A security, as defined from a U.S. perspective, is a fungible, tradable asset that holds a type of monetary value. For example, stocks, bonds, and options contracts. There are three main types of security; equity, debt and hybrid. 

  • Equity securities = these securities represent ownership interest held by shareholders in a company.

  • Debt securities (fixed-income securities) = these securities represent funds that have been borrowed and are due to be repaid. Examples include government bonds, municipal bonds, or a certificate of deposit (CD). 
  • Hybrid securities = as the name suggests, these securities are a combination of the characteristics of debt and equity securities. Like bonds, typically they offer interest at a fixed rate. However, unlike a bond the time in which the interest is payable is not guaranteed.  

Having understood the nature of securities, let’s dive into ETFs.  

A bitcoin ETF allows buyers to invest in bitcoin without buying the actual asset. Meaning, you wouldn’t need to open an account with an exchange, manage the storage and security of your crypto assets or open a crypto wallet. Like how buying a traditional ETF tracks the price of the asset, or group of assts, in the basket, a bitcoin ETF tracks the price of bitcoin. So, in essence, a bitcoin ETF streamlines the process for investors to take advantage of the bitcoin price movements.  

The first bitcoin ETF, ProShares Bitcoin Strategy ETF (BITO), launched October 2021. However, this type of ETF does not directly invest in bitcoin, but in the bitcoin futures contract.  

A bitcoin futures ETF owns a bitcoin futures contract, which means a contract is in place to buy or sell bitcoin at a set price on a specified date. For example, if you purchase via the ProShares Bitcoin Strategy ETF, you’re buying into a fund that holds futures contracts.  

A spot bitcoin ETF, as filed for by BlackRock, would allow a buyer to invest in bitcoin with all the associated benefits of the futures ETF, but invests in bitcoin on the spot. As the ETF invests in bitcoin at the spot price, it means that buyers are holding bitcoin within the fund. In this sense, it’s like buying traditional stock.  

BlackRock and the SEC 

When we look back over the last decade, the SEC has turned down all applications for bitcoin ETFs that are tracking against the current market price. The president and chief investment officer of Castle Funds, Peter Eberle, said that SEC approval of BlackRock’s submission could ‘breathe new life into Bitcoin and cryptocurrency markets’ (Source, Forbes). 

However, reportedly the SEC has concerns that the proposal for a ‘surveillance-sharing agreement’ is not sufficiently detailed. BlackRock has outlined that their new filing addresses concerns that caused the rejection of previous filings by the SEC – giving a new sense of hope that this could make it through.  

At the time of writing, we’re still waiting for a final decision.
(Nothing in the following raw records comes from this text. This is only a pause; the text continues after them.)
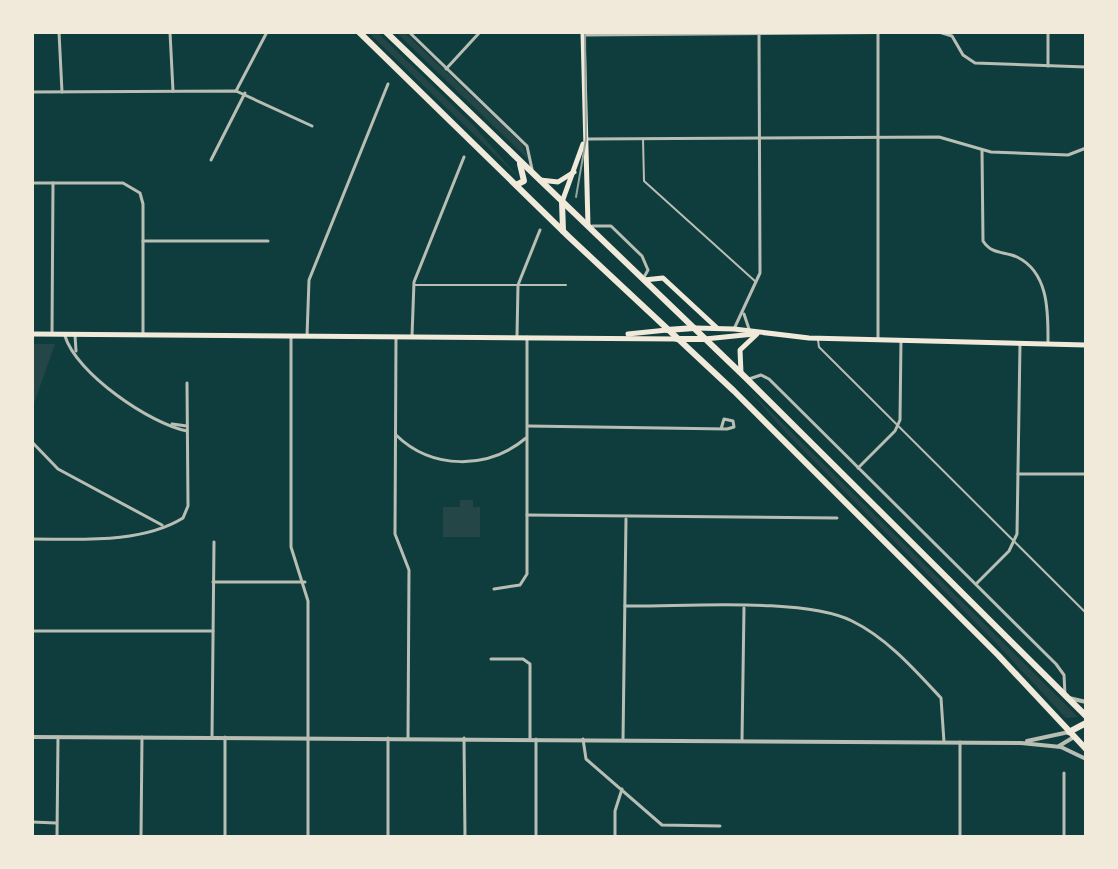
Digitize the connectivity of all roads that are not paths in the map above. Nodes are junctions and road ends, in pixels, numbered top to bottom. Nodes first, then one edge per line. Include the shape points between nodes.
1 (59, 32) edge
2 (170, 32) edge
3 (267, 32) edge
4 (359, 32) edge
5 (386, 32) edge
6 (409, 32) edge
7 (480, 32) edge
8 (878, 32) edge
9 (958, 32) edge
10 (1048, 32) edge
11 (584, 33) edge
12 (759, 33) edge
13 (955, 39) junction
14 (1048, 66) junction
15 (1086, 67) edge
16 (446, 69) junction
17 (388, 84) dead end
18 (173, 91) junction
19 (236, 91) junction
20 (32, 92) edge
21 (62, 92) junction
22 (245, 93) junction
23 (312, 126) dead end
24 (876, 137) junction
25 (643, 138) junction
26 (759, 138) junction
27 (584, 139) junction
28 (1086, 148) edge
29 (982, 150) junction
30 (464, 157) dead end
31 (211, 160) dead end
32 (519, 161) junction
33 (574, 171) junction
34 (537, 177) junction
35 (32, 183) edge
36 (53, 183) junction
37 (516, 185) junction
38 (562, 202) junction
39 (588, 226) junction
40 (540, 230) dead end
41 (563, 231) junction
42 (143, 241) junction
43 (268, 241) dead end
44 (643, 280) junction
45 (757, 283) junction
46 (414, 285) junction
47 (518, 285) junction
48 (566, 285) dead end
49 (744, 314) junction
50 (694, 328) junction
51 (718, 328) junction
52 (734, 329) junction
53 (667, 330) junction
54 (32, 334) edge
55 (52, 334) junction
56 (64, 334) junction
57 (757, 334) junction
58 (75, 335) junction
59 (143, 335) junction
60 (291, 336) junction
61 (307, 336) junction
62 (396, 336) junction
63 (412, 336) junction
64 (517, 336) junction
65 (527, 336) junction
66 (619, 336) junction
67 (818, 338) junction
68 (677, 339) junction
69 (704, 339) junction
70 (878, 340) junction
71 (901, 340) junction
72 (1020, 344) junction
73 (1048, 345) junction
74 (1086, 345) edge
75 (77, 355) junction
76 (744, 376) junction
77 (187, 383) dead end
78 (734, 391) junction
79 (528, 426) junction
80 (898, 427) junction
81 (187, 428) junction
82 (721, 429) dead end
83 (396, 435) junction
84 (528, 436) junction
85 (32, 442) edge
86 (858, 468) junction
87 (1018, 474) junction
88 (1086, 474) edge
89 (144, 514) junction
90 (527, 515) junction
91 (626, 518) junction
92 (837, 518) dead end
93 (163, 526) junction
94 (154, 529) junction
95 (32, 539) edge
96 (214, 542) dead end
97 (1014, 543) junction
98 (213, 582) junction
99 (305, 582) junction
100 (976, 584) junction
101 (494, 589) dead end
102 (625, 606) junction
103 (744, 607) junction
104 (1086, 613) edge
105 (32, 631) edge
106 (213, 631) junction
107 (491, 659) dead end
108 (1066, 696) junction
109 (1086, 702) edge
110 (1086, 716) edge
111 (1086, 723) edge
112 (1071, 734) junction
113 (32, 737) edge
114 (58, 737) junction
115 (142, 737) junction
116 (212, 737) junction
117 (225, 737) junction
118 (308, 737) junction
119 (388, 738) junction
120 (408, 738) junction
121 (464, 738) junction
122 (533, 739) junction
123 (583, 739) junction
124 (623, 740) junction
125 (742, 740) junction
126 (944, 742) junction
127 (960, 742) junction
128 (1021, 743) junction
129 (1051, 746) junction
130 (1086, 749) edge
131 (1086, 759) edge
132 (1064, 773) dead end
133 (622, 789) junction
134 (32, 822) edge
135 (57, 823) junction
136 (720, 826) dead end
137 (57, 837) edge
138 (141, 837) edge
139 (225, 837) edge
140 (308, 837) edge
141 (388, 837) edge
142 (465, 837) edge
143 (536, 837) edge
144 (615, 837) edge
145 (960, 837) edge
146 (1064, 837) edge

1 - 21 street
2 - 18 street
3 - 19 street
4 - 37 highway
5 - 32 highway
6 - 16 street
7 - 16 street
8 - 12 street
8 - 13 street via 939,32
8 - 24 street
9 - 13 street
10 - 14 street
11 - 12 street
11 - 27 main road
12 - 26 street
13 - 14 street via 963,55 975,63
14 - 15 street
16 - 34 street via 528,147
17 - 61 street via 309,280
18 - 19 street
18 - 21 street
19 - 22 street
20 - 21 street
22 - 23 street
22 - 31 street
24 - 26 street
24 - 29 street via 944,138
24 - 70 street
25 - 26 street
25 - 27 street
25 - 45 lane via 644,181
26 - 45 street
27 - 33 main road
27 - 39 main road
28 - 29 street via 1068,155
29 - 73 street via 983,241 992,251 1020,259 1047,294
30 - 46 street
32 - 34 highway
32 - 37 highway via 524,181
33 - 34 main road via 558,182
33 - 38 main road
34 - 38 highway
35 - 36 street
36 - 42 street via 133,186 142,197
36 - 55 street
37 - 41 highway
38 - 39 highway
38 - 41 highway
39 - 44 highway
39 - 44 street via 611,227 642,256 648,270
40 - 47 street
41 - 53 highway
42 - 43 street
42 - 59 street
44 - 50 highway
44 - 51 main road via 662,277
45 - 49 street
46 - 47 lane
46 - 63 street
47 - 48 lane
47 - 64 street
49 - 52 street
49 - 57 street via 748,328
50 - 51 main road
50 - 53 highway
50 - 69 highway
51 - 52 main road
52 - 57 main road
53 - 66 main road
53 - 68 highway
54 - 55 main road
55 - 56 main road
56 - 58 main road
56 - 75 street
57 - 67 main road
57 - 69 main road
57 - 76 main road via 740,350
58 - 59 main road
58 - 75 street
59 - 60 main road
60 - 61 main road
60 - 99 street via 291,547
61 - 62 main road
62 - 63 main road
62 - 83 street
63 - 64 main road
64 - 65 main road
65 - 66 main road
65 - 79 street
66 - 68 main road
67 - 70 main road
67 - 80 lane via 819,347
68 - 69 highway
68 - 78 highway
69 - 76 highway
70 - 71 main road
71 - 72 main road
71 - 80 street
72 - 73 main road
72 - 87 street
73 - 74 main road
75 - 81 street via 114,395
76 - 78 highway
76 - 86 street via 769,379
76 - 108 highway
77 - 81 street
78 - 112 highway
79 - 82 street
79 - 84 street
80 - 86 street
80 - 97 lane
81 - 93 street via 187,511
83 - 84 street via 420,455 442,460 491,459
83 - 120 street via 396,537 409,570
84 - 90 street
85 - 89 street via 58,469
86 - 100 street
87 - 88 street
87 - 97 street
89 - 93 street
89 - 94 street
90 - 91 street
90 - 101 street via 527,569 520,585
91 - 92 street
91 - 102 street
93 - 94 street
94 - 95 street via 95,539
96 - 98 street
97 - 100 street
97 - 104 lane
98 - 99 street
98 - 106 street
99 - 118 street
100 - 108 street via 1062,670
102 - 103 street
102 - 124 street
103 - 125 street
103 - 126 street via 823,611 874,634 943,700
105 - 106 street
106 - 116 street
107 - 122 street via 523,659 530,664
108 - 109 street
108 - 110 highway
111 - 112 highway
112 - 128 street
112 - 129 street via 1062,745
112 - 130 highway
113 - 114 street
114 - 115 street
114 - 135 street
115 - 116 street
115 - 138 street
116 - 117 street
117 - 118 street
117 - 139 street
118 - 119 street
118 - 140 street
119 - 120 street
119 - 141 street
120 - 121 street
121 - 122 street
121 - 142 street
122 - 123 street
122 - 143 street
123 - 124 street
123 - 133 street via 586,759
124 - 125 street
125 - 126 street
126 - 127 street
127 - 128 street
127 - 145 street
128 - 129 street
129 - 131 street
132 - 146 street
133 - 136 street via 662,825
133 - 144 street
134 - 135 street
135 - 137 street

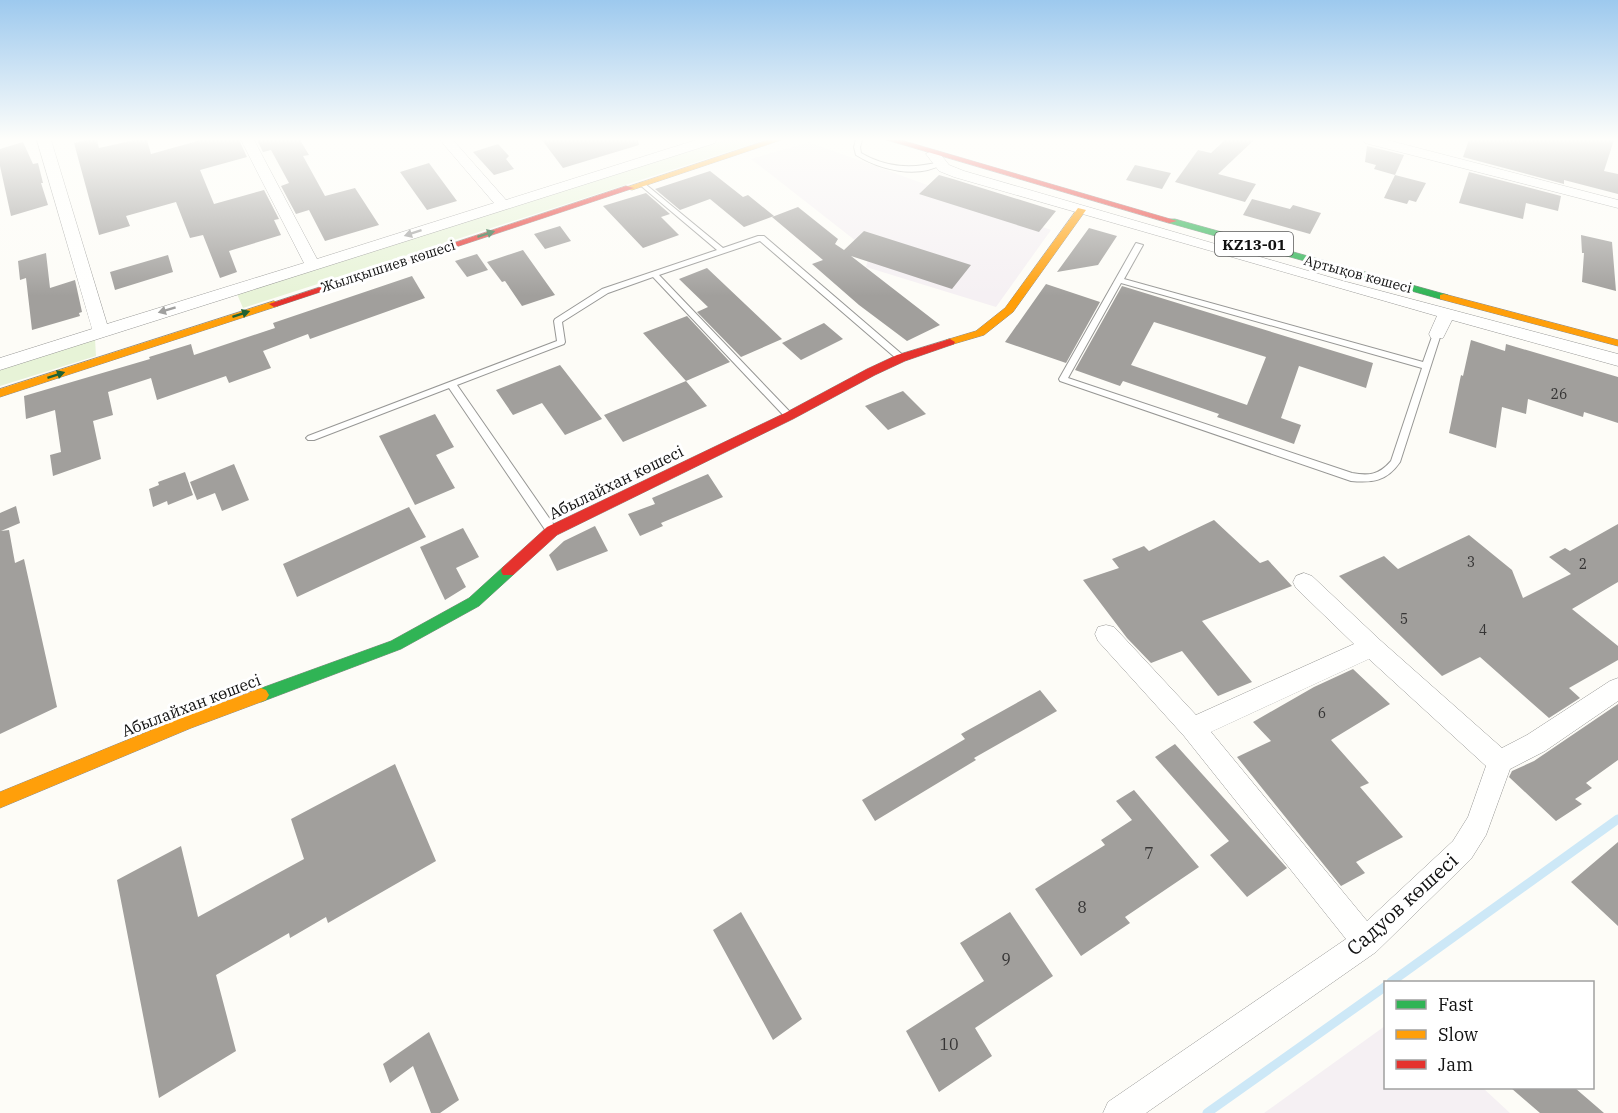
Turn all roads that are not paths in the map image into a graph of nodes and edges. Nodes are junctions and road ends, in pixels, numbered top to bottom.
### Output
1 (60, 192) edge
2 (274, 192) edge
3 (491, 192) edge
4 (541, 192) edge
5 (618, 192) edge
6 (651, 192) edge
7 (1020, 192) edge
8 (1057, 192) edge
9 (1571, 192) edge
10 (502, 204) junction
11 (1618, 204) edge
12 (1081, 210) junction
13 (1148, 229) junction
14 (1138, 245) joint
15 (722, 251) junction
16 (313, 265) junction
17 (654, 274) junction
18 (1119, 280) junction
19 (1447, 313) junction
20 (101, 331) junction
21 (1437, 334) joint
22 (1618, 343) edge
23 (901, 358) junction
24 (1618, 360) edge
25 (0, 364) edge
26 (1426, 366) junction
27 (451, 384) junction
28 (0, 393) edge
29 (789, 416) junction
30 (310, 438) dead end
31 (552, 531) junction
32 (1304, 582) dead end
33 (1106, 634) dead end
34 (1372, 647) junction
35 (1618, 688) edge
36 (1193, 729) junction
37 (1500, 762) junction
38 (0, 800) edge
39 (1366, 942) junction
40 (1119, 1113) edge

1 - 20 street
2 - 16 street
3 - 10 street
4 - 10 street, Жылқышиев көшесі
28 -> 5 main road, Жылқышиев көшесі
6 - 15 lane
7 - 12 street
8 - 22 main road, Артықов көшесі / KZ13-01
9 - 11 street
10 -> 16 street, Жылқышиев көшесі
12 - 13 street
12 - 23 main road, Абылайхан көшесі
13 - 14 street
13 - 19 street
14 - 18 lane
15 - 17 lane
15 - 23 lane
16 -> 20 street, Жылқышиев көшесі
17 - 27 lane
17 - 29 lane
18 - 26 lane
18 - 26 lane
19 - 21 street
19 - 24 street
20 - 25 street, Жылқышиев көшесі
21 - 26 lane
23 - 29 main road, Абылайхан көшесі
27 - 30 lane
27 - 31 lane
29 - 31 main road, Абылайхан көшесі
31 - 38 main road, Абылайхан көшесі
32 - 34 street
33 - 36 street
34 - 36 street
34 - 37 street
35 - 37 street
36 - 39 street
37 - 39 street, Садуов көшесі
39 - 40 street, Садуов көшесі

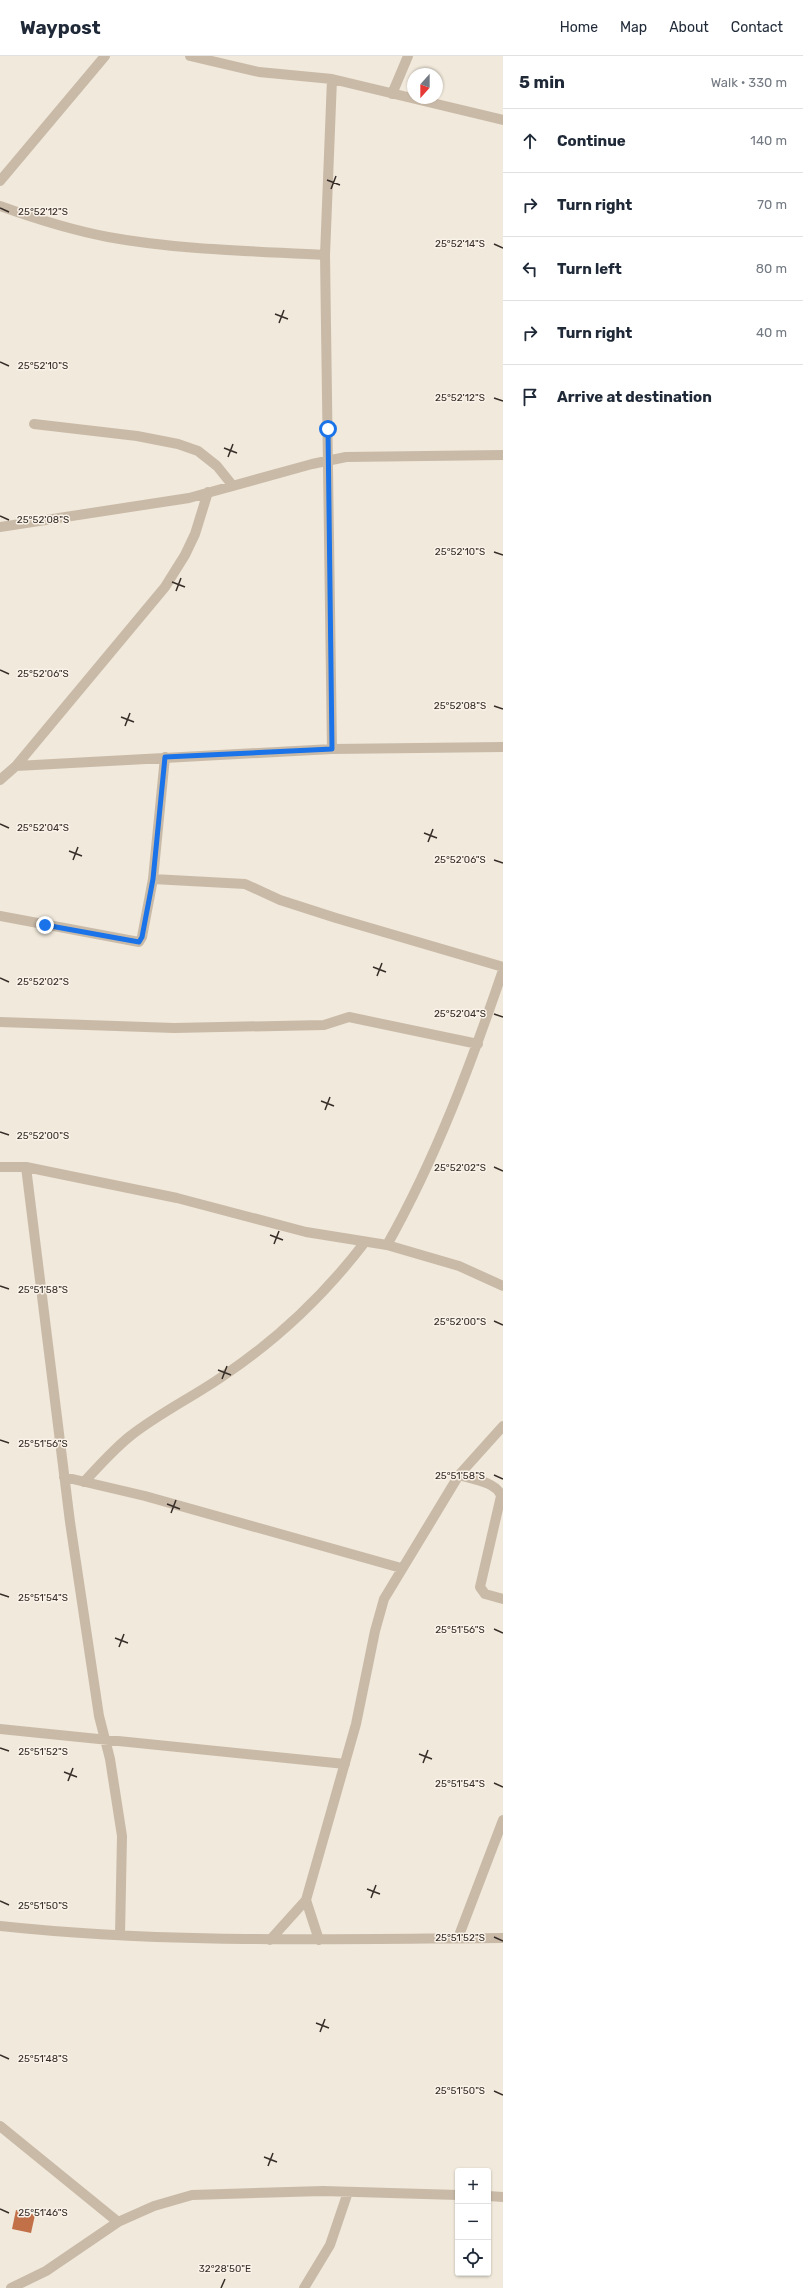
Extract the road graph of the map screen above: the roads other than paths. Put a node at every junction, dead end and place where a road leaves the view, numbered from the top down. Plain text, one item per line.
1 (105, 56) edge
2 (190, 56) edge
3 (408, 56) edge
4 (332, 79) junction
5 (392, 94) junction
6 (503, 120) edge
7 (0, 181) edge
8 (0, 206) edge
9 (325, 255) junction
10 (34, 424) dead end
11 (503, 455) edge
12 (328, 461) junction
13 (233, 486) junction
14 (208, 492) junction
15 (0, 527) edge
16 (503, 747) edge
17 (332, 749) junction
18 (165, 757) junction
19 (16, 766) junction
20 (0, 780) edge
21 (153, 879) junction
22 (0, 916) edge
23 (503, 967) edge
24 (503, 970) edge
25 (0, 1022) edge
26 (478, 1044) junction
27 (0, 1167) edge
28 (26, 1167) junction
29 (365, 1242) junction
30 (387, 1244) junction
31 (503, 1286) edge
32 (503, 1426) edge
33 (459, 1475) junction
34 (64, 1477) junction
35 (84, 1482) junction
36 (401, 1568) junction
37 (503, 1599) edge
38 (0, 1729) edge
39 (105, 1740) junction
40 (345, 1764) junction
41 (503, 1820) edge
42 (306, 1900) junction
43 (0, 1926) edge
44 (120, 1936) junction
45 (458, 1938) junction
46 (503, 1938) edge
47 (270, 1940) junction
48 (319, 1940) junction
49 (0, 2126) edge
50 (348, 2192) junction
51 (455, 2195) edge
52 (491, 2196) edge
53 (503, 2197) edge
54 (118, 2222) junction
55 (12, 2288) edge
56 (304, 2288) edge

1 - 7 street
2 - 4 street
3 - 5 street
4 - 5 street
4 - 9 street
5 - 6 street
8 - 9 street
9 - 12 street
10 - 13 street
11 - 12 street
12 - 13 street
12 - 17 street
13 - 14 street
14 - 15 street
14 - 19 street
16 - 17 street
17 - 18 street
18 - 19 street
18 - 21 street
19 - 20 street
21 - 22 street
21 - 23 street
24 - 26 street
25 - 26 street
26 - 30 street
27 - 28 street
28 - 29 street
28 - 34 street
29 - 30 street
29 - 35 street
30 - 31 street
32 - 33 street
33 - 36 street
33 - 37 street
34 - 35 street
34 - 39 street
35 - 36 street
36 - 40 street
38 - 39 street
39 - 40 street
39 - 44 street
40 - 42 street
41 - 45 street
42 - 47 street
42 - 48 street
43 - 44 street
44 - 47 street
45 - 46 street
45 - 48 street
47 - 48 street
49 - 54 street
50 - 51 street
50 - 54 street
50 - 56 street
52 - 53 street
54 - 55 street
But, when we look at the current status the extent to which BlackRock can succeed where others have failed depends on the SEC. Will they agree with offering investors a streamlined methods of trade funds that directly track the current bitcoin price, allowing the bitcoin ETFs to evolve beyond relying on the prices of futures contracts? Or will this meet the same fate as previous applications?